» **Your assignment**
From the first line to the last, restate the material word for word, omitting pictures.

» **Data shown**
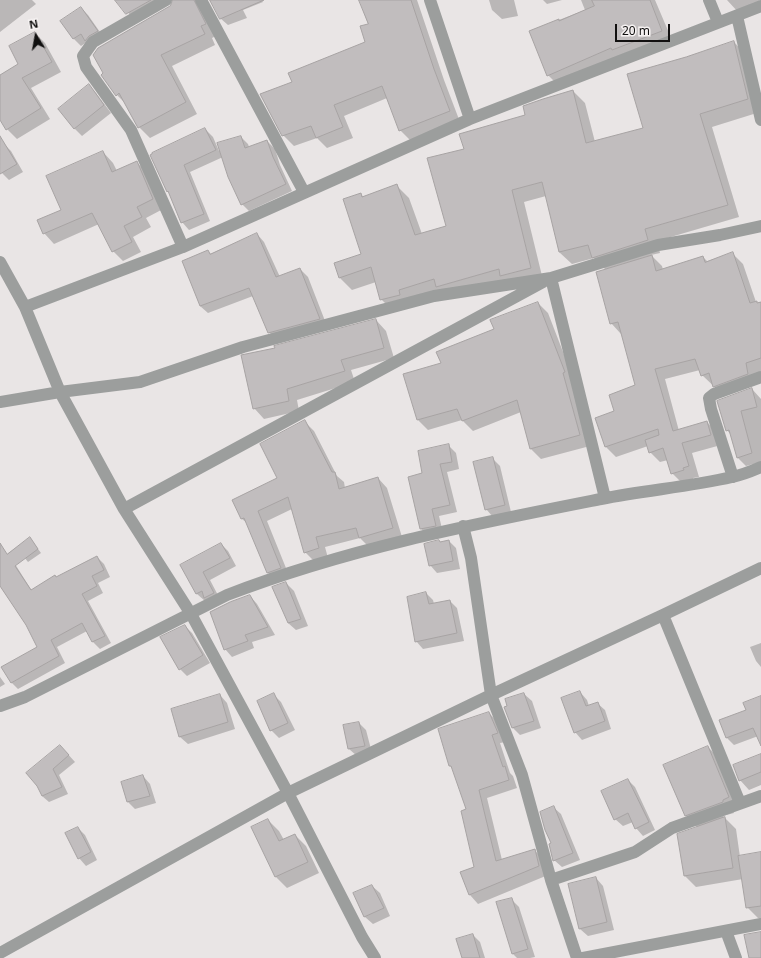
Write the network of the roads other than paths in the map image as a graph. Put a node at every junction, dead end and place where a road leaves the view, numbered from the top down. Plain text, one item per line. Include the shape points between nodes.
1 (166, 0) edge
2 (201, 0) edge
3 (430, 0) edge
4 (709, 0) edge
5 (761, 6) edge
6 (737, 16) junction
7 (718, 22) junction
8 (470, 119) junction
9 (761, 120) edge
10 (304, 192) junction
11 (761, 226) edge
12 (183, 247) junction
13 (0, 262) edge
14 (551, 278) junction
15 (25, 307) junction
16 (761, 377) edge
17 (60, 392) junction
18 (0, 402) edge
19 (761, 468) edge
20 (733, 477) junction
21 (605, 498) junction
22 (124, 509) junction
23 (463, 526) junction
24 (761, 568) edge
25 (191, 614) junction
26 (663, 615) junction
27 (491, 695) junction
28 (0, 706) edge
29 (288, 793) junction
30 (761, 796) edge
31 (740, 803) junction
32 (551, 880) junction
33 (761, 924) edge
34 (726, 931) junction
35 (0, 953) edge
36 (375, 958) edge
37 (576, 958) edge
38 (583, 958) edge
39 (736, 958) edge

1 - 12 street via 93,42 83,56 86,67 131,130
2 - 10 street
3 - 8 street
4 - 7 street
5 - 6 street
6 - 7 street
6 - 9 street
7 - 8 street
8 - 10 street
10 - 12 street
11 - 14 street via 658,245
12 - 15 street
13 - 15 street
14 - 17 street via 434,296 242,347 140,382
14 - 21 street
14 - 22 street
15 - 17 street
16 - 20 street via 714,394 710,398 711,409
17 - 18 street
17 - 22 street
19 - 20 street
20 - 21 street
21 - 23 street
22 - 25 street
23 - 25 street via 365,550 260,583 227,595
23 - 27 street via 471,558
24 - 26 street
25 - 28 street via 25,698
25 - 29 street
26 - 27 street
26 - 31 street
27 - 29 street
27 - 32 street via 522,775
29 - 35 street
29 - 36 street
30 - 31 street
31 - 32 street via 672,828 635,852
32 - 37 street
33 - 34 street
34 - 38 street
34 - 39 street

» **Exercise response**
Write the network of the roads other than paths in the map image as a graph. Put a node at every junction, dead end and place where a road leaves the view, numbered from the top down. Plain text, one item per line. Include the shape points between nodes.
1 (166, 0) edge
2 (201, 0) edge
3 (430, 0) edge
4 (709, 0) edge
5 (761, 6) edge
6 (737, 16) junction
7 (718, 22) junction
8 (470, 119) junction
9 (761, 120) edge
10 (304, 192) junction
11 (761, 226) edge
12 (183, 247) junction
13 (0, 262) edge
14 (551, 278) junction
15 (25, 307) junction
16 (761, 377) edge
17 (60, 392) junction
18 (0, 402) edge
19 (761, 468) edge
20 (733, 477) junction
21 (605, 498) junction
22 (124, 509) junction
23 (463, 526) junction
24 (761, 568) edge
25 (191, 614) junction
26 (663, 615) junction
27 (491, 695) junction
28 (0, 706) edge
29 (288, 793) junction
30 (761, 796) edge
31 (740, 803) junction
32 (551, 880) junction
33 (761, 924) edge
34 (726, 931) junction
35 (0, 953) edge
36 (375, 958) edge
37 (576, 958) edge
38 (583, 958) edge
39 (736, 958) edge

1 - 12 street via 93,42 83,56 86,67 131,130
2 - 10 street
3 - 8 street
4 - 7 street
5 - 6 street
6 - 7 street
6 - 9 street
7 - 8 street
8 - 10 street
10 - 12 street
11 - 14 street via 658,245
12 - 15 street
13 - 15 street
14 - 17 street via 434,296 242,347 140,382
14 - 21 street
14 - 22 street
15 - 17 street
16 - 20 street via 714,394 710,398 711,409
17 - 18 street
17 - 22 street
19 - 20 street
20 - 21 street
21 - 23 street
22 - 25 street
23 - 25 street via 365,550 260,583 227,595
23 - 27 street via 471,558
24 - 26 street
25 - 28 street via 25,698
25 - 29 street
26 - 27 street
26 - 31 street
27 - 29 street
27 - 32 street via 522,775
29 - 35 street
29 - 36 street
30 - 31 street
31 - 32 street via 672,828 635,852
32 - 37 street
33 - 34 street
34 - 38 street
34 - 39 street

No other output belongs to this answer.